Interactive multi-scale feature representation enhancement for small object detection

doi:10.1016/j.imavis.2021.104128

Image and Vision Computing

Volume 108, April 2021, 104128

https://doi.org/10.1016/j.imavis.2021.104128 Get rights and content

Highlights

•
An auxiliary multi-scale input network for enhancing shallow features.
•
Interactive multi-scale features for aggregating contextual information.
•
An adaptive factor embedded in the interactive module to control the fusion ratio.

Abstract

In the field of detection, there is a wide gap between the performance of small objects and that of medium, large objects. Some studies show that this gap is due to the contradiction between the classification-based backbone and localization. Although the reduction in the feature map size is beneficial for the extraction of abstract features, it will cause the loss of detailed features in the localization as traversing the backbone. Therefore, an interactive multi-scale feature representation enhancement strategy is proposed. This strategy includes two modules: first a multi-scale auxiliary enhancement network is proposed for feature interaction under multiple inputs. We scale the input to multiple scales corresponding to the prediction layers, and only passes through the lightweight extraction module to extract more detailed features for enhancing the original futures. Moreover, an adaptive interaction module is designed to aggregate the features of adjacent layers.

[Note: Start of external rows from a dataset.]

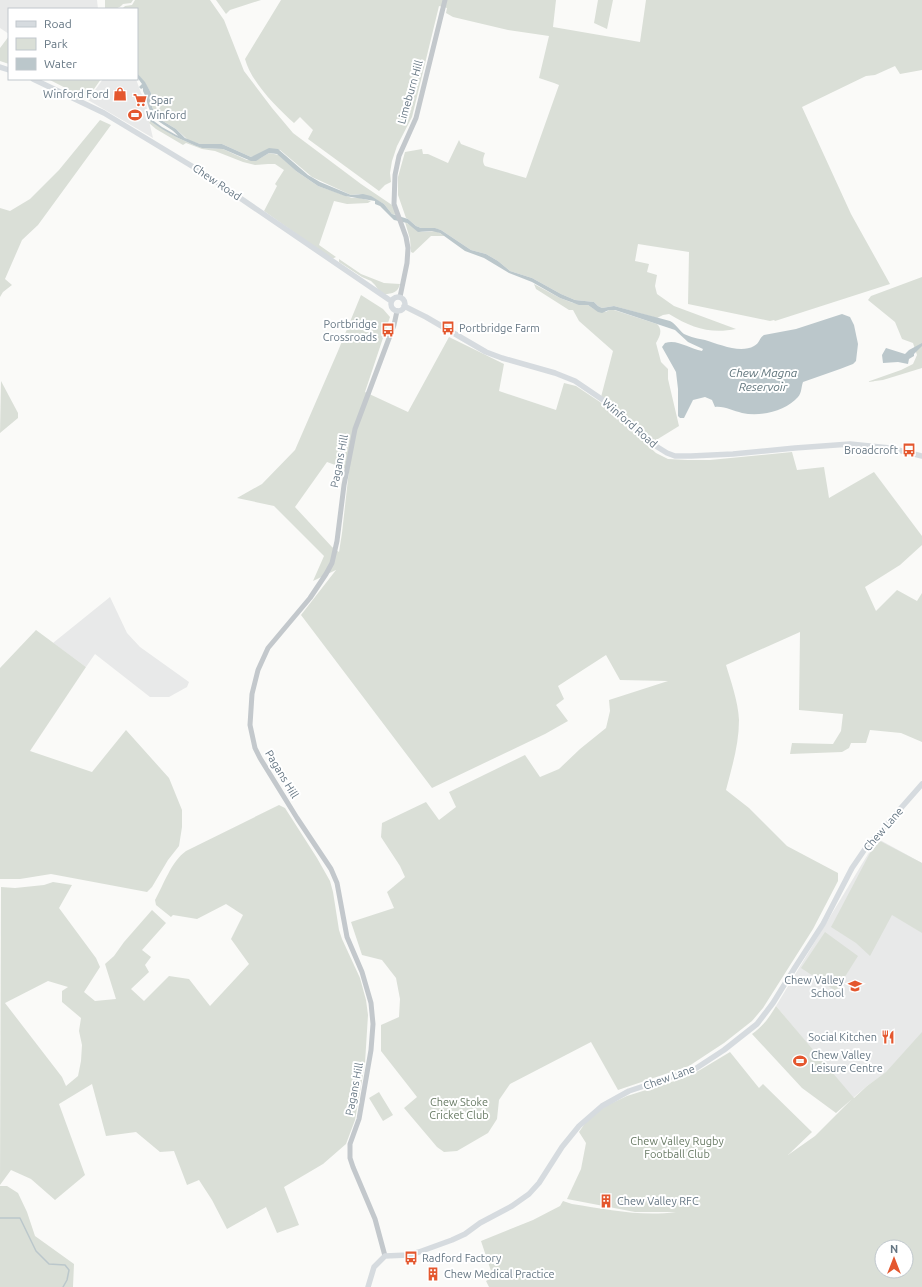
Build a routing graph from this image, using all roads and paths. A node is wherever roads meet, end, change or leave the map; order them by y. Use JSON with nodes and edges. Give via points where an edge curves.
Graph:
{"nodes":[{"id":1,"x":445,"y":0,"type":"edge"},
{"id":2,"x":35,"y":80,"type":"edge"},
{"id":3,"x":400,"y":297,"type":"junction"},
{"id":4,"x":391,"y":301,"type":"junction"},
{"id":5,"x":404,"y":306,"type":"junction"},
{"id":6,"x":396,"y":311,"type":"junction"},
{"id":7,"x":922,"y":456,"type":"edge"},
{"id":8,"x":922,"y":784,"type":"edge"},
{"id":9,"x":385,"y":1256,"type":"junction"},
{"id":10,"x":368,"y":1287,"type":"edge"}],
"edges":[{"from":1,"to":3,"type":"street","name":"Limeburn Hill","via":[[416,118],[399,156],[395,175],[394,204],[408,248]]},
{"from":2,"to":4,"type":"main road","name":"Chew Road","via":[[104,113],[205,174]]},
{"from":3,"to":4,"type":"main road"},
{"from":3,"to":5,"type":"main road","via":[[404,300]]},
{"from":4,"to":6,"type":"main road"},
{"from":5,"to":6,"type":"main road"},
{"from":5,"to":7,"type":"main road","name":"Winford Road","via":[[486,352],[575,381],[604,400],[651,443],[675,456],[850,444],[890,448]]},
{"from":6,"to":9,"type":"street","name":"Pagans Hill","via":[[394,325],[355,429],[332,563],[320,583],[268,648],[258,670],[252,694],[250,725],[260,758],[331,869],[337,883],[348,937],[368,988],[373,1015],[371,1050],[359,1119],[350,1151],[352,1167],[380,1233]]},
{"from":8,"to":9,"type":"main road","name":"Chew Lane","via":[[865,849],[852,868],[824,924],[757,1024],[724,1050],[695,1068],[629,1091],[602,1106],[579,1126],[539,1183],[516,1203],[452,1240],[408,1255]]},
{"from":9,"to":10,"type":"main road","via":[[374,1267]]}]}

This approach provides flexibility in achieving the improvement of small objects detection ability without changing the original network structure. Comprehensive experimental results based on PASCAL VOC and MS COCO datasets show the effectiveness of the proposed method.

Introduction

At present, deep learning-based object detection models all rely on CNN [1] classification networks as feature extractors. For example, Single-shot detection (SSD) [2] uses VGG [3], YOLO [4] uses DarkNet [5], and Faster R-CNN [6] uses ResNet [7]. We generally call these networks the backbone of the object detection model. For classification tasks, the accuracy of classification depends on the quality of feature extraction. Strided convolutions and max-pooling are considered an essential part of a convolutional backbone. They help CNNs perform feature extraction on a larger image region and increase the receptive field, which works quite well in practice for classification. Considering that the object detection task also requires the identification of classes of objects in the image, a very straightforward idea is to directly use the image classification network for object detection tasks. However, in addition to classification, object detection is more important in localization, which is precisely what the network for classification tasks does not have.

As mentioned above, most of the current object detection networks only connect the features obtained by backbone with subsequent networks in a top-down approach [8] for joint training, making the extracted features suitable for the detection task. However, a large amount of feature information will be lost after multiple convolution operations and pooling operations during the feature extraction stage, which seriously affects the accuracy of localization [9]. Therefore, detecting objects of different scales has become an urgent problem of object detection, especially for improving the weak accuracy in small instances [10].This phenomenon is more serious in a one-stage object detector [2], [4], [5], [11] that does not rely on the extraction of candidate regions, but directly presents the final detection result through regression.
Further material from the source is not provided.